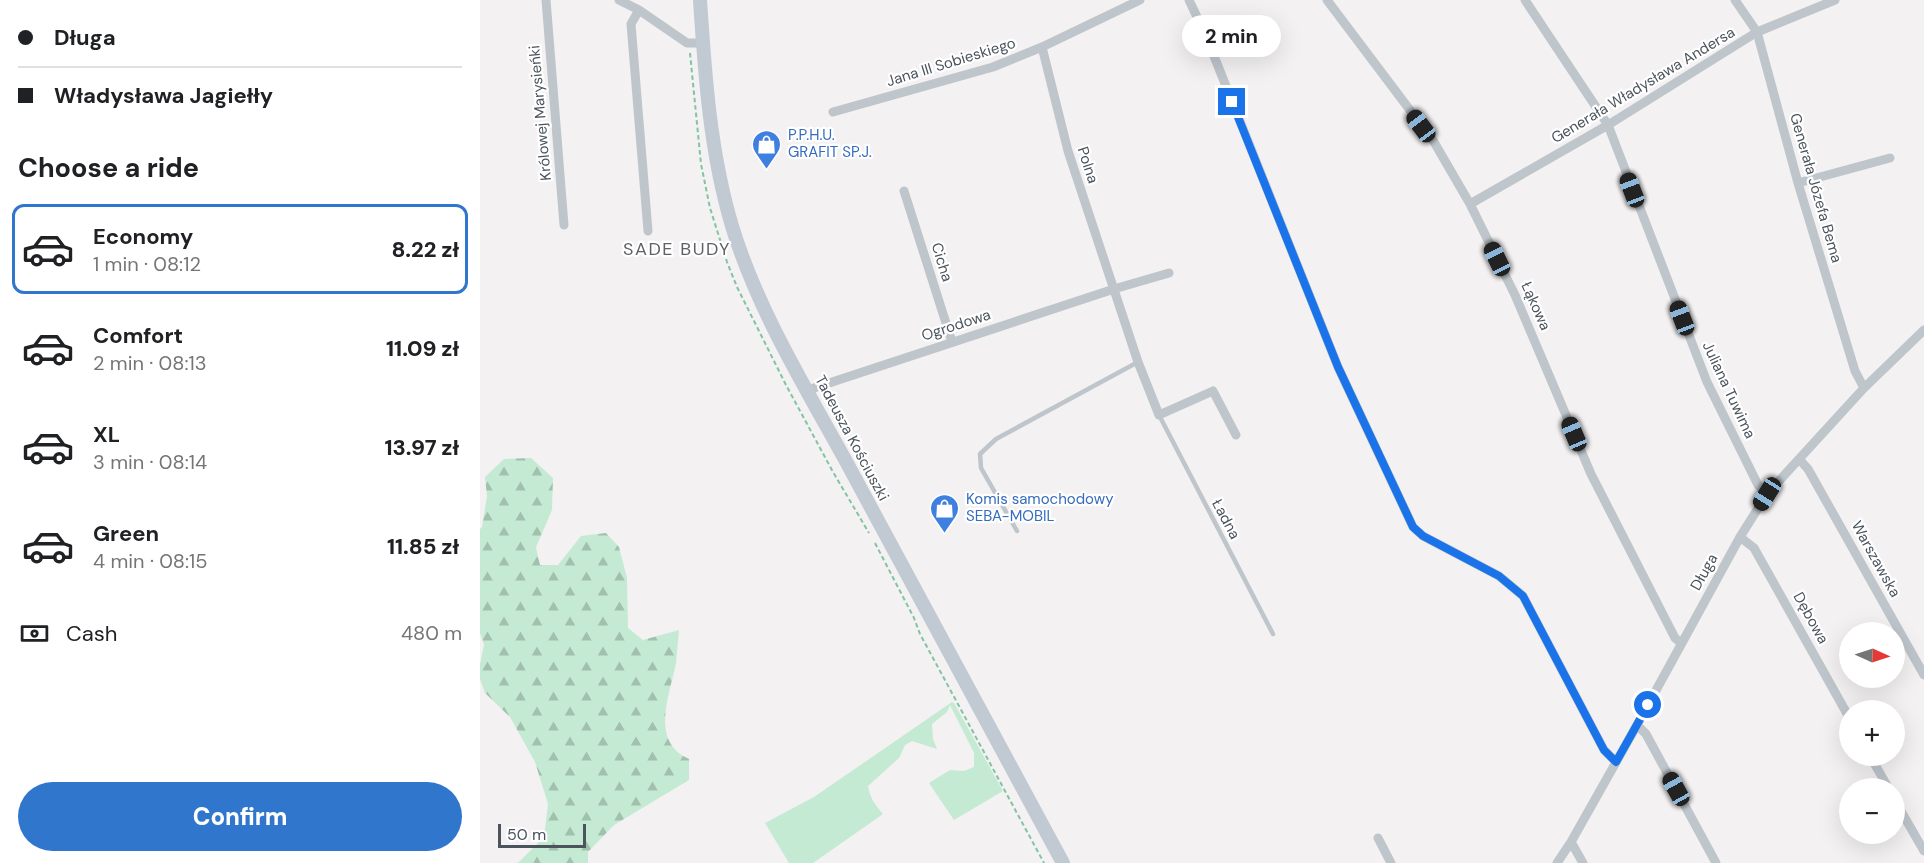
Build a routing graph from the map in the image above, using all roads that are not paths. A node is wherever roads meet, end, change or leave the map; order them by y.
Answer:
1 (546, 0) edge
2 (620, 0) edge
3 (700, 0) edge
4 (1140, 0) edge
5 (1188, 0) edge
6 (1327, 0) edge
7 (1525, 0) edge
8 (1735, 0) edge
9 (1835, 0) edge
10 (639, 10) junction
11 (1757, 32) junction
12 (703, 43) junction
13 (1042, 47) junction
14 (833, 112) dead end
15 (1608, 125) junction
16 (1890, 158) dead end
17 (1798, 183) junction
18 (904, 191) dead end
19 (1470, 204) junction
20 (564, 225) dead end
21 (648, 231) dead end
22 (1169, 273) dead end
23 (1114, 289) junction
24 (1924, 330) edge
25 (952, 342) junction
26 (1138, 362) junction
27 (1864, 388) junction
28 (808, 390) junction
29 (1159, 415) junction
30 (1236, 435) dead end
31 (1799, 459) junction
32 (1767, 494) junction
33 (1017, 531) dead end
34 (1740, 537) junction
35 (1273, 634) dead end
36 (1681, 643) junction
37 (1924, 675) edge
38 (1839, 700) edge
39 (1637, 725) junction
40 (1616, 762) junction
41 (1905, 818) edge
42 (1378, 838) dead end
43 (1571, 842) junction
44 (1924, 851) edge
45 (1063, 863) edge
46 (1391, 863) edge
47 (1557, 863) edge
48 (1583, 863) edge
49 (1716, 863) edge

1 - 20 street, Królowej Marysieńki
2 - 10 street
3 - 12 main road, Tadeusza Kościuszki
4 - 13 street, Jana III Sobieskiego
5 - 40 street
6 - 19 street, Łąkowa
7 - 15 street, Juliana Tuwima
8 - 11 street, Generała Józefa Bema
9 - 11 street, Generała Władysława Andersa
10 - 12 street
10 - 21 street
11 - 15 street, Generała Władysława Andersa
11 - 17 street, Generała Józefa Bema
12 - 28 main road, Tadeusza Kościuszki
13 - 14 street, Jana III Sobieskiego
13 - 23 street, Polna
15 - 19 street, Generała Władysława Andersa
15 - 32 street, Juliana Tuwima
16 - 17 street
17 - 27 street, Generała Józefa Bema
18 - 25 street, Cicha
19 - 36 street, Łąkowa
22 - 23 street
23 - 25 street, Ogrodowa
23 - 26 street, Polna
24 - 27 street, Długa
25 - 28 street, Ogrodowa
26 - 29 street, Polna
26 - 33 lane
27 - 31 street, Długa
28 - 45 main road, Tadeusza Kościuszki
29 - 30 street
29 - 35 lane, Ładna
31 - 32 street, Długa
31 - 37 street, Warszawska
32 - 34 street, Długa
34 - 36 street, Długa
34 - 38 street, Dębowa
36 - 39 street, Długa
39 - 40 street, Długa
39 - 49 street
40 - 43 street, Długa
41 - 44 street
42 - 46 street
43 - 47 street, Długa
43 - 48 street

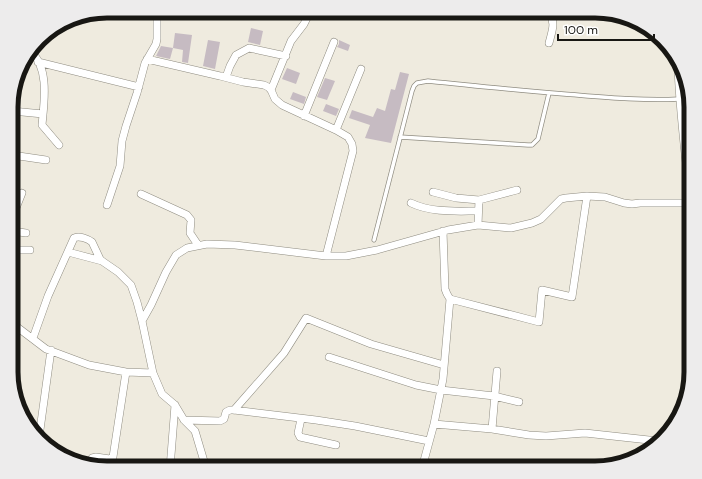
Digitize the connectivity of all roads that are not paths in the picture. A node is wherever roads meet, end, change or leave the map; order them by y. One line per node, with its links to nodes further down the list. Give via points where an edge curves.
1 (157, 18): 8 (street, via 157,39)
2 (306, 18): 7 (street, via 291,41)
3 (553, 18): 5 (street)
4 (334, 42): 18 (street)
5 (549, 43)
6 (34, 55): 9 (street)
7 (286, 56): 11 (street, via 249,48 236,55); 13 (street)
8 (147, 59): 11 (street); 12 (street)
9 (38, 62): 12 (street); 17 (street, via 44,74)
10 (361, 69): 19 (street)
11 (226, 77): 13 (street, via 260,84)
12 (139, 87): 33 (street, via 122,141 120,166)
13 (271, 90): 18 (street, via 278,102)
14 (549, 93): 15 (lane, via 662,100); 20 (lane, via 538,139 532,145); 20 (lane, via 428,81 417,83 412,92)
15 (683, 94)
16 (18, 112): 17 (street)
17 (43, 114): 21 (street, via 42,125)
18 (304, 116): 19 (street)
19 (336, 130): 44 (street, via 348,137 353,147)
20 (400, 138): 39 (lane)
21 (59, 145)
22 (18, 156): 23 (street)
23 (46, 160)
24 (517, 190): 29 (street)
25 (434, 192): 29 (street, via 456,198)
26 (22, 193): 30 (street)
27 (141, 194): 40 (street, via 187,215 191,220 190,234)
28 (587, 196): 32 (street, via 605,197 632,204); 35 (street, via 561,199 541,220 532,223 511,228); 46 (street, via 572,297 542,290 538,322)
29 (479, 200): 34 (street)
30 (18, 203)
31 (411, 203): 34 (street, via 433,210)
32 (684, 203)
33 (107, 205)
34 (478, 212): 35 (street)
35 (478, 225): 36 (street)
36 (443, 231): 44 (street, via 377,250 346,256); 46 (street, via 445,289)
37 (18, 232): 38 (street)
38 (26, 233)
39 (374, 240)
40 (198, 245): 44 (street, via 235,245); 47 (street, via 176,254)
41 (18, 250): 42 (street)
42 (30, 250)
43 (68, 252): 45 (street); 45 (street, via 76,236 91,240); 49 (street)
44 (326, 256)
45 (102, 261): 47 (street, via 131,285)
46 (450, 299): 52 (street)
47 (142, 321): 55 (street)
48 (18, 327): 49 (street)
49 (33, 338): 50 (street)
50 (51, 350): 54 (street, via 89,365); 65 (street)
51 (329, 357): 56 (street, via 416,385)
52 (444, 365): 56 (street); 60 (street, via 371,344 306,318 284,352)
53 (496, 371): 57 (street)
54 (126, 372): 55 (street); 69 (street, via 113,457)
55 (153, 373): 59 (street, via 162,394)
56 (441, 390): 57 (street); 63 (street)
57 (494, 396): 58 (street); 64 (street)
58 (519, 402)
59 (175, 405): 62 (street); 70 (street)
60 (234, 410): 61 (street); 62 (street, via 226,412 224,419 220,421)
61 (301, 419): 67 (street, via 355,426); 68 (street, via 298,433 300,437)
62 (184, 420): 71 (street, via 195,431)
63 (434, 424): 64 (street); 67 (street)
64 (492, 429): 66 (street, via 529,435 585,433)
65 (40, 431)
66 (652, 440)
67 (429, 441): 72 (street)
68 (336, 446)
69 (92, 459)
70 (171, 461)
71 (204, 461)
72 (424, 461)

==========

WORK INSTRUCTIONS: Write out the material above once more, word for word. Images stay out.

EXERCISE SOLUTION:
Build a routing graph from the map in the image above, using all roads that are not paths. A node is wherever roads meet, end, change or leave the map; order them by y.
Answer:
1 (546, 0) edge
2 (620, 0) edge
3 (700, 0) edge
4 (1140, 0) edge
5 (1188, 0) edge
6 (1327, 0) edge
7 (1525, 0) edge
8 (1735, 0) edge
9 (1835, 0) edge
10 (639, 10) junction
11 (1757, 32) junction
12 (703, 43) junction
13 (1042, 47) junction
14 (833, 112) dead end
15 (1608, 125) junction
16 (1890, 158) dead end
17 (1798, 183) junction
18 (904, 191) dead end
19 (1470, 204) junction
20 (564, 225) dead end
21 (648, 231) dead end
22 (1169, 273) dead end
23 (1114, 289) junction
24 (1924, 330) edge
25 (952, 342) junction
26 (1138, 362) junction
27 (1864, 388) junction
28 (808, 390) junction
29 (1159, 415) junction
30 (1236, 435) dead end
31 (1799, 459) junction
32 (1767, 494) junction
33 (1017, 531) dead end
34 (1740, 537) junction
35 (1273, 634) dead end
36 (1681, 643) junction
37 (1924, 675) edge
38 (1839, 700) edge
39 (1637, 725) junction
40 (1616, 762) junction
41 (1905, 818) edge
42 (1378, 838) dead end
43 (1571, 842) junction
44 (1924, 851) edge
45 (1063, 863) edge
46 (1391, 863) edge
47 (1557, 863) edge
48 (1583, 863) edge
49 (1716, 863) edge

1 - 20 street, Królowej Marysieńki
2 - 10 street
3 - 12 main road, Tadeusza Kościuszki
4 - 13 street, Jana III Sobieskiego
5 - 40 street
6 - 19 street, Łąkowa
7 - 15 street, Juliana Tuwima
8 - 11 street, Generała Józefa Bema
9 - 11 street, Generała Władysława Andersa
10 - 12 street
10 - 21 street
11 - 15 street, Generała Władysława Andersa
11 - 17 street, Generała Józefa Bema
12 - 28 main road, Tadeusza Kościuszki
13 - 14 street, Jana III Sobieskiego
13 - 23 street, Polna
15 - 19 street, Generała Władysława Andersa
15 - 32 street, Juliana Tuwima
16 - 17 street
17 - 27 street, Generała Józefa Bema
18 - 25 street, Cicha
19 - 36 street, Łąkowa
22 - 23 street
23 - 25 street, Ogrodowa
23 - 26 street, Polna
24 - 27 street, Długa
25 - 28 street, Ogrodowa
26 - 29 street, Polna
26 - 33 lane
27 - 31 street, Długa
28 - 45 main road, Tadeusza Kościuszki
29 - 30 street
29 - 35 lane, Ładna
31 - 32 street, Długa
31 - 37 street, Warszawska
32 - 34 street, Długa
34 - 36 street, Długa
34 - 38 street, Dębowa
36 - 39 street, Długa
39 - 40 street, Długa
39 - 49 street
40 - 43 street, Długa
41 - 44 street
42 - 46 street
43 - 47 street, Długa
43 - 48 street

Digitize the connectivity of all roads that are not paths in the picture. A node is wherever roads meet, end, change or leave the map; order them by y. One line per node, with its links to nodes further down the list. Give via points where an edge curves.
1 (157, 18): 8 (street, via 157,39)
2 (306, 18): 7 (street, via 291,41)
3 (553, 18): 5 (street)
4 (334, 42): 18 (street)
5 (549, 43)
6 (34, 55): 9 (street)
7 (286, 56): 11 (street, via 249,48 236,55); 13 (street)
8 (147, 59): 11 (street); 12 (street)
9 (38, 62): 12 (street); 17 (street, via 44,74)
10 (361, 69): 19 (street)
11 (226, 77): 13 (street, via 260,84)
12 (139, 87): 33 (street, via 122,141 120,166)
13 (271, 90): 18 (street, via 278,102)
14 (549, 93): 15 (lane, via 662,100); 20 (lane, via 538,139 532,145); 20 (lane, via 428,81 417,83 412,92)
15 (683, 94)
16 (18, 112): 17 (street)
17 (43, 114): 21 (street, via 42,125)
18 (304, 116): 19 (street)
19 (336, 130): 44 (street, via 348,137 353,147)
20 (400, 138): 39 (lane)
21 (59, 145)
22 (18, 156): 23 (street)
23 (46, 160)
24 (517, 190): 29 (street)
25 (434, 192): 29 (street, via 456,198)
26 (22, 193): 30 (street)
27 (141, 194): 40 (street, via 187,215 191,220 190,234)
28 (587, 196): 32 (street, via 605,197 632,204); 35 (street, via 561,199 541,220 532,223 511,228); 46 (street, via 572,297 542,290 538,322)
29 (479, 200): 34 (street)
30 (18, 203)
31 (411, 203): 34 (street, via 433,210)
32 (684, 203)
33 (107, 205)
34 (478, 212): 35 (street)
35 (478, 225): 36 (street)
36 (443, 231): 44 (street, via 377,250 346,256); 46 (street, via 445,289)
37 (18, 232): 38 (street)
38 (26, 233)
39 (374, 240)
40 (198, 245): 44 (street, via 235,245); 47 (street, via 176,254)
41 (18, 250): 42 (street)
42 (30, 250)
43 (68, 252): 45 (street); 45 (street, via 76,236 91,240); 49 (street)
44 (326, 256)
45 (102, 261): 47 (street, via 131,285)
46 (450, 299): 52 (street)
47 (142, 321): 55 (street)
48 (18, 327): 49 (street)
49 (33, 338): 50 (street)
50 (51, 350): 54 (street, via 89,365); 65 (street)
51 (329, 357): 56 (street, via 416,385)
52 (444, 365): 56 (street); 60 (street, via 371,344 306,318 284,352)
53 (496, 371): 57 (street)
54 (126, 372): 55 (street); 69 (street, via 113,457)
55 (153, 373): 59 (street, via 162,394)
56 (441, 390): 57 (street); 63 (street)
57 (494, 396): 58 (street); 64 (street)
58 (519, 402)
59 (175, 405): 62 (street); 70 (street)
60 (234, 410): 61 (street); 62 (street, via 226,412 224,419 220,421)
61 (301, 419): 67 (street, via 355,426); 68 (street, via 298,433 300,437)
62 (184, 420): 71 (street, via 195,431)
63 (434, 424): 64 (street); 67 (street)
64 (492, 429): 66 (street, via 529,435 585,433)
65 (40, 431)
66 (652, 440)
67 (429, 441): 72 (street)
68 (336, 446)
69 (92, 459)
70 (171, 461)
71 (204, 461)
72 (424, 461)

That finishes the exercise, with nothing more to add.